The US economy for example has continued to grow at a steady lick with none of the periodic setbacks that one would have expected and the UK's experience has not been much different. Since 1992, at least, the rate of economic growth in this country has been remarkably consistent. Interest rates have also been more predictable, and less volatile, than they were. This has had a steady and benign effect on the price of shares. Dividend yields in the US and UK markets, though not in Japan, have fallen consistently since around 1990, reflecting the growing consensus among investors, in the words of UBS, that the business cycle has "been tamed".

This seems to me a useful insight into what has been happening to share prices. There can be no doubt that the unusual stability of the economic climate has contributed to the remarkable rise in asset values that we have seen recently in financial markets. Investors dislike uncertainty more than anything. In theory, if they can be persuaded that the cyclical ups and downs of the past have been moderated or even eliminated, it is entirely logical for them to pay a higher price for assets, company shares, whose value today ultimately derives from their ability to generate profit and cash flow in the future. The more certain these future cash flows are, the more valuable the shares will become.

But is this the only explanation of what has happened in stock markets to send them soaring to record levels? UBS is honest enough to say it thinks not.

It estimates the lower volatility of returns explains only a portion of the recent remarkable re-rating of shares. So the UBS is reduced to looking for a simpler explanation for this phenomenon. Its suggestion is that the other big factor in the re-rating of shares has been unprecedented decoupling of the American economy from its counterparts overseas.

Whereas before, the three big regional economies regions, the US, Europe and Japan, have tended to move in a broadly similar direction, that trend has been broken in the 1990s. As my chart suggests, experience since 1991 has been much more unco-ordinated. Partly this seems to be the result of differing policy preoccupations, but partly also of some exceptional events - German reunification, Japan's dose of debt deflation - which have thrown the traditional relationships off course. For investors, critically, what it has meant is that the world economy, taken as a whole, has behaved in a less cyclical way than before.

What matters to investors now is whether this happy, benign state of affairs can persist for much longer. If economic conditions are to become more volatile again in future, then we should expect to see some adverse future impact on share price valuations.

If however, there has been a genuine and profound change in the way that the markets operate, with lower volatility a new norm, then it is possible to envisage the current "golden age" for equities persisting for some while yet.

Which will it be? UBS is in the more cautious camp. Mr Martin makes the point that one-off events, by definition, tend not to recur. The recent "decoupling" is largely "a fluke", he says, which is likely to lose its force in the next few years: if history is any guide, volatility will return in due course.

The historical parallels are not entirely encouraging. Previous occasions when economic conditions have been free from violent swings in output and interest rates - such as the 1920s and the late 1960s - have tended to be followed by rather violent setbacks in the value of shares.

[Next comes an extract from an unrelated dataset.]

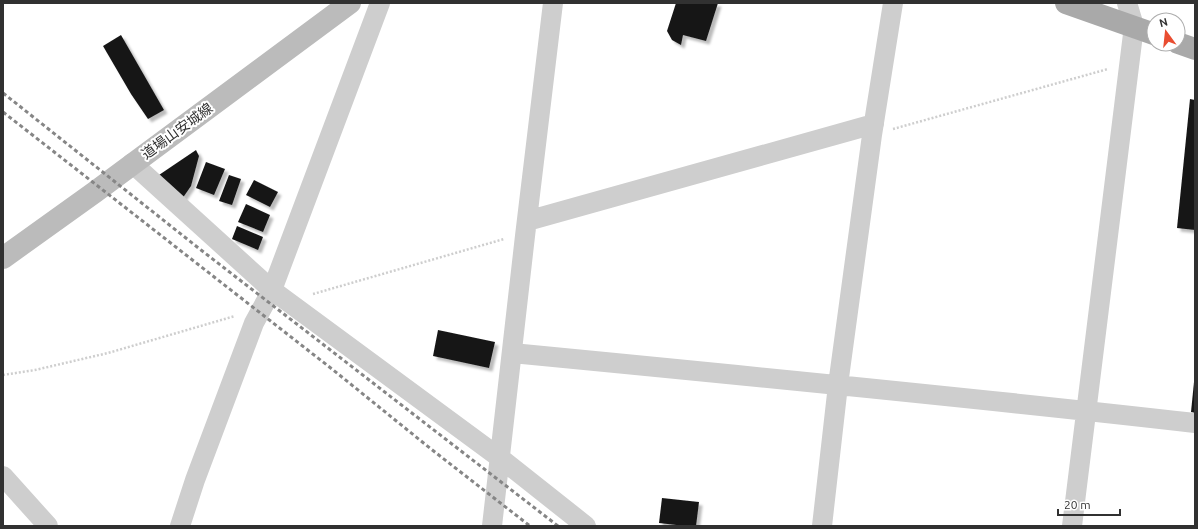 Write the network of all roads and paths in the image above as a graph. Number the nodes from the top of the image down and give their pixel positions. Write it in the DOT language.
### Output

The last time that people started talking about the "business cycle" having been "tamed" was, as UBS reminds us, in the bull market of the late 1960s, when blue chip companies on Wall Street were selling on ridiculous multiples - 40 or even 50 times earnings.

Things are not quite so extravagant this time round, but recognising that the current investment climate is benign is a useful cautionary reminder against entertaining too extravagant expectations for the future.